Opinion
June 16, 1998
Appeal from the Supreme Court, New York County (Robert Lippmann, J.).
Petitioner tenants claim that DHCR improperly expanded the scope of the PAR by considering substantive claims raised by the owner in a responsive submission filed during the administrative review proceeding, when the PAR itself only raised an issue as to notice of the rent proceeding, presents no basis to disturb DHCR's determination of the PAR, since the owner specifically reserved the right in its PAR to supplement the petition to add substantive claims and the tenant had the opportunity to respond to the added claims. Moreover, since a PAR is by definition a request that the DHCR's Commissioner review a Rent Administrator's order, and the Commissioner's order was based upon arguments and evidence submitted to the Rent Administrator and upon a review of the agency's own records, the Commissioner did not improperly enlarge the record of the owner's PAR or consider evidence that was beyond the scope of the administrative review.
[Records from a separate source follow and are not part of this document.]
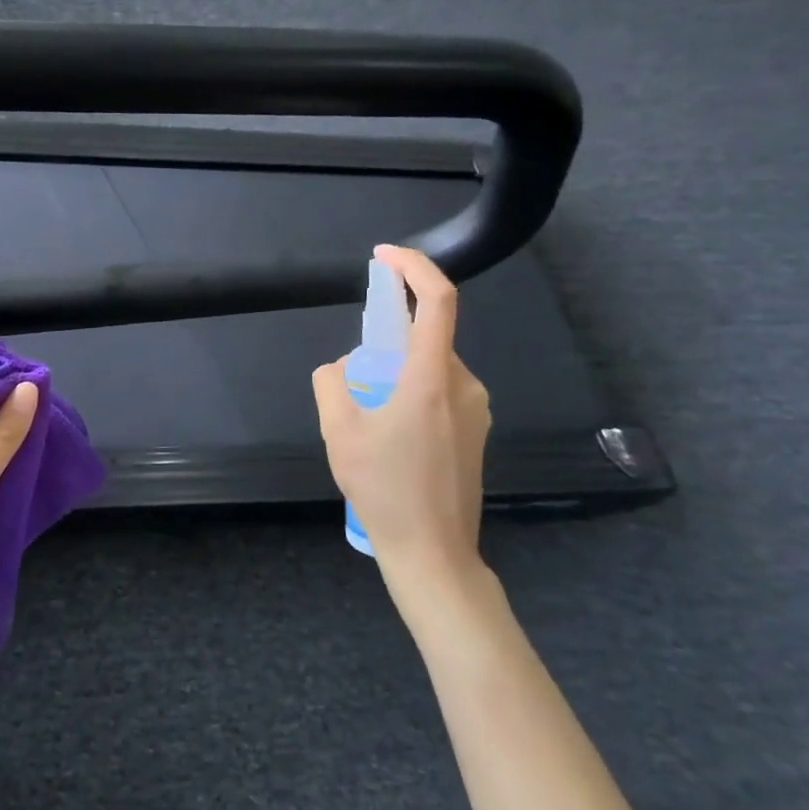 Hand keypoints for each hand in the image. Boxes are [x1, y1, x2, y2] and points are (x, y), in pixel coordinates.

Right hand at [312, 244, 492, 611]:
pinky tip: (389, 436)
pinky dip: (410, 391)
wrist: (434, 554)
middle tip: (355, 376)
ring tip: (368, 419)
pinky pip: (440, 390)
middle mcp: (465, 386)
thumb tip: (344, 367)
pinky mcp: (477, 432)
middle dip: (387, 338)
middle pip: (426, 336)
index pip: (437, 301)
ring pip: (430, 366)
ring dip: (395, 371)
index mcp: (433, 379)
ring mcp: (477, 411)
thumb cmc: (385, 490)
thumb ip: (332, 382)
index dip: (414, 266)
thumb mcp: (339, 431)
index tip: (384, 255) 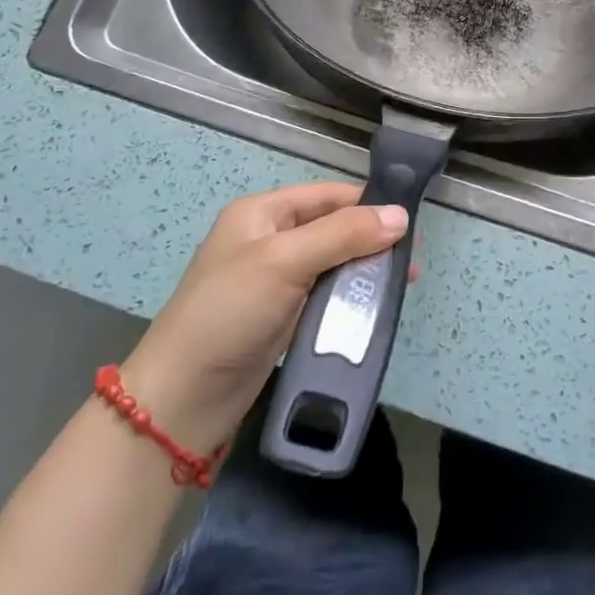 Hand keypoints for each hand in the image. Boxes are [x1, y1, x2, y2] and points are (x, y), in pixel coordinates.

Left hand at [120, 184, 407, 451]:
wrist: (183, 399)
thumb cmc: (230, 313)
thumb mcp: (285, 261)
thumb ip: (343, 234)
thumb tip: (401, 215)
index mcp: (263, 213)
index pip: (328, 195)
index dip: (368, 204)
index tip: (411, 223)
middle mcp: (270, 239)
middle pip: (334, 228)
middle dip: (372, 241)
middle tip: (412, 261)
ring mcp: (276, 280)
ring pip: (334, 263)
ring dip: (365, 271)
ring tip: (401, 285)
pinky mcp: (283, 316)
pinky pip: (326, 295)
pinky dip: (350, 298)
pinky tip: (375, 308) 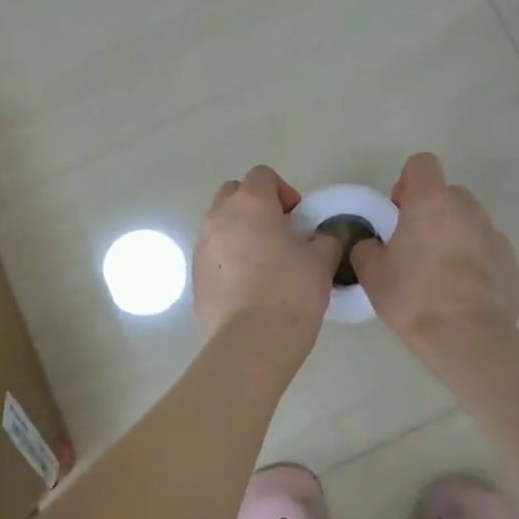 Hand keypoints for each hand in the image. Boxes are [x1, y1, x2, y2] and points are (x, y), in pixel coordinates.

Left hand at [194, 166, 342, 339]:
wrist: (251, 342)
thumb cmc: (291, 292)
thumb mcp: (322, 261)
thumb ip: (324, 239)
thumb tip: (320, 239)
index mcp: (251, 204)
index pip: (263, 175)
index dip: (284, 191)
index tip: (298, 218)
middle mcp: (219, 217)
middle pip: (234, 193)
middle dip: (255, 206)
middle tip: (279, 233)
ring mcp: (201, 246)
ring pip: (220, 224)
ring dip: (240, 232)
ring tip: (264, 262)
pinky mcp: (194, 275)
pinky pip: (213, 253)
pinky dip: (228, 258)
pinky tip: (248, 286)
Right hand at [350, 153, 518, 350]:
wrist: (468, 338)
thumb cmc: (414, 298)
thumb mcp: (371, 274)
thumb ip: (366, 247)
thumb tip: (372, 244)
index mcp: (430, 202)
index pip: (421, 163)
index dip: (407, 183)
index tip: (399, 214)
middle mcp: (466, 208)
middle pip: (446, 193)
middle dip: (431, 211)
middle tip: (415, 246)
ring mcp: (492, 233)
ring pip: (467, 220)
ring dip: (453, 234)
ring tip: (440, 271)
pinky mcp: (510, 259)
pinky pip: (485, 247)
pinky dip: (474, 258)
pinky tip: (462, 290)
In addition, the Commissioner properly invoked Policy Statement 92-3 to consider the totality of the evidence submitted to the Rent Administrator in support of the owners claim that it had filed an RR-1 form in 1984 for the subject apartment, and, in light of that evidence, the Commissioner had a rational basis for concluding that the apartment had been timely registered and that there had been no rent overcharge. Finally, petitioners challenges to the validity of the registration statement, i.e., that service of the statement could not have taken place on the date indicated in the statement, and that the tenant of record was a commercial and not a residential tenant, are matters beyond the scope of judicial review in this article 78 proceeding since they were not raised prior to the issuance of the Commissioner's order ( see, Matter of Rozmae Realty v. State Div. of Hous. Community Renewal, 160 A.D.2d 343, lv denied 76 N.Y.2d 712).
Concur — Milonas, J. P., Tom, Andrias and Saxe, JJ.